Trattamenti di integrazione salariale anche per gli apprendisti: le istruzioni dell’Inps

Con il messaggio n. 24 del 5 gennaio 2016, l’Inps ricorda che una delle principali novità introdotte dal decreto di riordino degli ammortizzatori sociali è costituita dall’estensione della platea di beneficiari delle integrazioni salariali che, dalla data di entrata in vigore del decreto legislativo, ricomprende anche i lavoratori con contratto di apprendistato professionalizzante con le seguenti specificità:
• gli apprendisti alle dipendenze di imprese che possono accedere alle sole integrazioni salariali ordinarie, sono destinatari esclusivamente dei trattamenti di integrazione salariale ordinaria;
• gli apprendisti alle dipendenze di imprese che possono accedere alle integrazioni salariali sia ordinarie che straordinarie, sono anch’essi destinatari esclusivamente dei trattamenti di integrazione salariale ordinaria;
• gli apprendisti alle dipendenze di imprese che possono accedere alle sole integrazioni salariali straordinarie, sono destinatari esclusivamente di tale trattamento, ma limitatamente al caso in cui l’intervento sia stato richiesto per la causale di crisi aziendale.
Per gli apprendisti, la misura della contribuzione di finanziamento della Cassa integrazione è sempre allineata a quella del personale con qualifica di operaio.

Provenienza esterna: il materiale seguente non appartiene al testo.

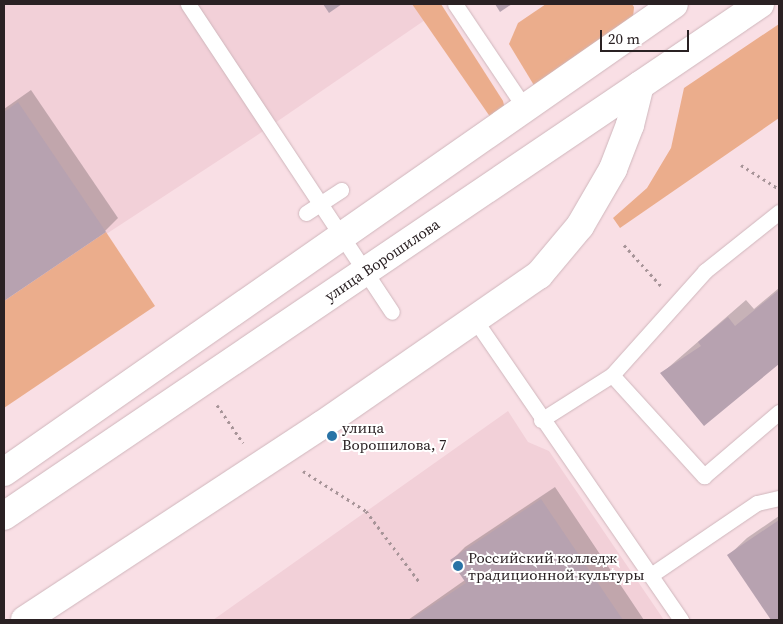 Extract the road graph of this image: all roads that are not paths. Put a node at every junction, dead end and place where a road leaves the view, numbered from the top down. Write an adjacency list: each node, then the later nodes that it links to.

Per gli apprendisti con contratto di tipo professionalizzante occupati presso aziende destinatarie della sola Cigs, l’aliquota di finanziamento dovuta dal periodo di paga “settembre 2015” è pari allo 0,90% (di cui 0,30% a carico dell’apprendista).
Per espressa previsione legislativa, alla contribuzione di finanziamento della Cassa integrazione, non si applicano le disposizioni di cui all’articolo 22, comma 1, della legge 12 novembre 2011, n. 183, quindi la contribuzione sarà sempre dovuta in misura piena anche dai datori di lavoro che fruiscono dello sgravio contributivo previsto dalla legge di stabilità 2012 in favore dei contratti di apprendistato stipulati dal 1 gennaio 2012 al 31 dicembre 2016.
All’atto della ripresa dell’attività lavorativa a seguito di sospensione o riduzione dell’orario di lavoro, il periodo di apprendistato è prorogato in misura equivalente all’ammontare delle ore di integrazione salariale fruite. Ai fini dell’identificazione della durata del periodo di neutralizzazione, i datori di lavoro interessati rapporteranno a giornate il valore delle ore di cassa integrazione complessivamente fruite dall’apprendista in vigenza del contratto di tipologia professionalizzante.